*** Materials provided

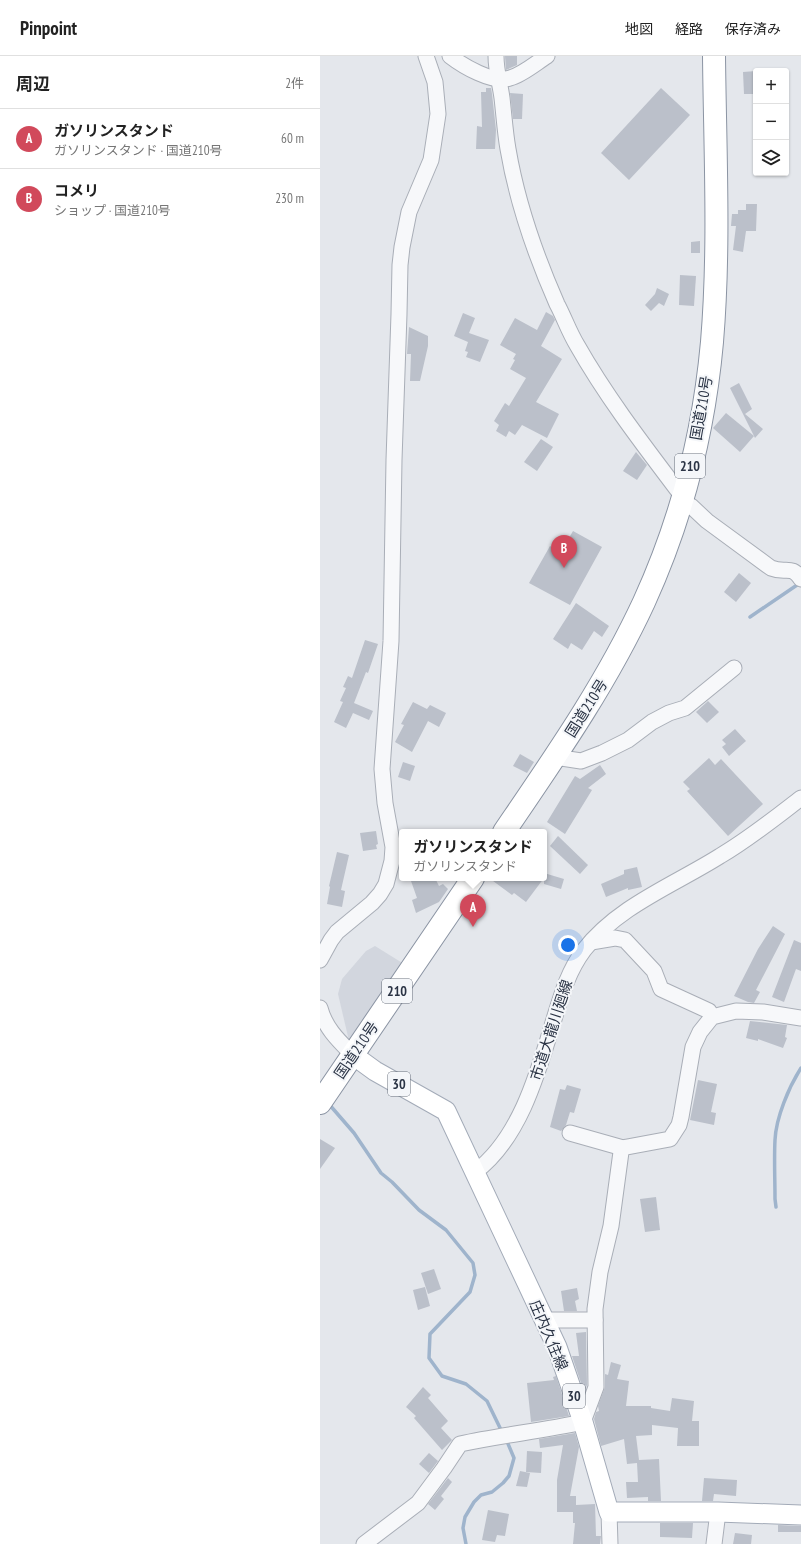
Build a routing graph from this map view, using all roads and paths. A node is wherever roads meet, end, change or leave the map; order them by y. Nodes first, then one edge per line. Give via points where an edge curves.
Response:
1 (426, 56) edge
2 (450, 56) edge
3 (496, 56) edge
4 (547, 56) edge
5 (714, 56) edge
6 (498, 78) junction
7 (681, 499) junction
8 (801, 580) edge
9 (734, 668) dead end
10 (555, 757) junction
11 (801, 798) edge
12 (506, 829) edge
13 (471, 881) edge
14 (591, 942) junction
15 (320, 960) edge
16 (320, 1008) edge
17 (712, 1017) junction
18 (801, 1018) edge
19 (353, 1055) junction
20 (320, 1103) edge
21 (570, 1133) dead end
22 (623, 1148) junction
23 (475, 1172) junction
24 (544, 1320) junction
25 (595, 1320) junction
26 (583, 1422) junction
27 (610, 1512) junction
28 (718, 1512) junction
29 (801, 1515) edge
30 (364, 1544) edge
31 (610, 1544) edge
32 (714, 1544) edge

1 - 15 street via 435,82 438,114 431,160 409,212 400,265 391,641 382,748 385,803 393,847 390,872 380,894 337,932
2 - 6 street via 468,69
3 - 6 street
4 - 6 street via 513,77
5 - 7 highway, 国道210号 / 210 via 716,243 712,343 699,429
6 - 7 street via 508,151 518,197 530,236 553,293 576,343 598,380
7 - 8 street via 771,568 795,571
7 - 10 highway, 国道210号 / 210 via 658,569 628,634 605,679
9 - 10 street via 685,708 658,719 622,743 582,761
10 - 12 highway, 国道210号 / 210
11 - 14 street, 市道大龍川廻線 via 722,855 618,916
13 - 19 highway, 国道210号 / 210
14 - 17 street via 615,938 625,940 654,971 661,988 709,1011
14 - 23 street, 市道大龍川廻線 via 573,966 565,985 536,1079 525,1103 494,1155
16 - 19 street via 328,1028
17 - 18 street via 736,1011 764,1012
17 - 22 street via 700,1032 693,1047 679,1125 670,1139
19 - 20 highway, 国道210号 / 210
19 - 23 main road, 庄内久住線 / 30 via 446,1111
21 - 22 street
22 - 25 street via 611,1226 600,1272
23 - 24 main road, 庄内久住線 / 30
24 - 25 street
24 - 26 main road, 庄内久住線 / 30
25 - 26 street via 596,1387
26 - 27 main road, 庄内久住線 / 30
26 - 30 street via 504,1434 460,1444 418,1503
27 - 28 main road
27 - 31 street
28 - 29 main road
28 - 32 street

******

*What the task asks*. Leaving every image behind, repeat the data in full and exactly.

*Answer to this task*.
Build a routing graph from this map view, using all roads and paths. A node is wherever roads meet, end, change or leave the map; order them by y. Nodes first, then one edge per line. Give via points where an edge curves.
Response:
1 (426, 56) edge
2 (450, 56) edge
3 (496, 56) edge
4 (547, 56) edge
5 (714, 56) edge
6 (498, 78) junction
7 (681, 499) junction
8 (801, 580) edge
9 (734, 668) dead end
10 (555, 757) junction
11 (801, 798) edge
12 (506, 829) edge
13 (471, 881) edge
14 (591, 942) junction
15 (320, 960) edge
16 (320, 1008) edge
17 (712, 1017) junction
18 (801, 1018) edge
19 (353, 1055) junction
20 (320, 1103) edge
21 (570, 1133) dead end
22 (623, 1148) junction
23 (475, 1172) junction
24 (544, 1320) junction
25 (595, 1320) junction
26 (583, 1422) junction
27 (610, 1512) junction
28 (718, 1512) junction
29 (801, 1515) edge
30 (364, 1544) edge
31 (610, 1544) edge
32 (714, 1544) edge

1 - 15 street via 435,82 438,114 431,160 409,212 400,265 391,641 382,748 385,803 393,847 390,872 380,894 337,932
2 - 6 street via 468,69
3 - 6 street
4 - 6 street via 513,77
5 - 7 highway, 国道210号 / 210 via 716,243 712,343 699,429
6 - 7 street via 508,151 518,197 530,236 553,293 576,343 598,380
7 - 8 street via 771,568 795,571
7 - 10 highway, 国道210号 / 210 via 658,569 628,634 605,679
9 - 10 street via 685,708 658,719 622,743 582,761
10 - 12 highway, 国道210号 / 210
11 - 14 street, 市道大龍川廻線 via 722,855 618,916
13 - 19 highway, 国道210号 / 210
14 - 17 street via 615,938 625,940 654,971 661,988 709,1011
14 - 23 street, 市道大龍川廻線 via 573,966 565,985 536,1079 525,1103 494,1155
16 - 19 street via 328,1028
17 - 18 street via 736,1011 764,1012
17 - 22 street via 700,1032 693,1047 679,1125 670,1139
19 - 20 highway, 国道210号 / 210
19 - 23 main road, 庄内久住線 / 30 via 446,1111
21 - 22 street
22 - 25 street via 611,1226 600,1272
23 - 24 main road, 庄内久住線 / 30
24 - 25 street
24 - 26 main road, 庄内久住線 / 30
25 - 26 street via 596,1387
26 - 27 main road, 庄内久住線 / 30
26 - 30 street via 504,1434 460,1444 418,1503
27 - 28 main road
27 - 31 street
28 - 29 main road
28 - 32 street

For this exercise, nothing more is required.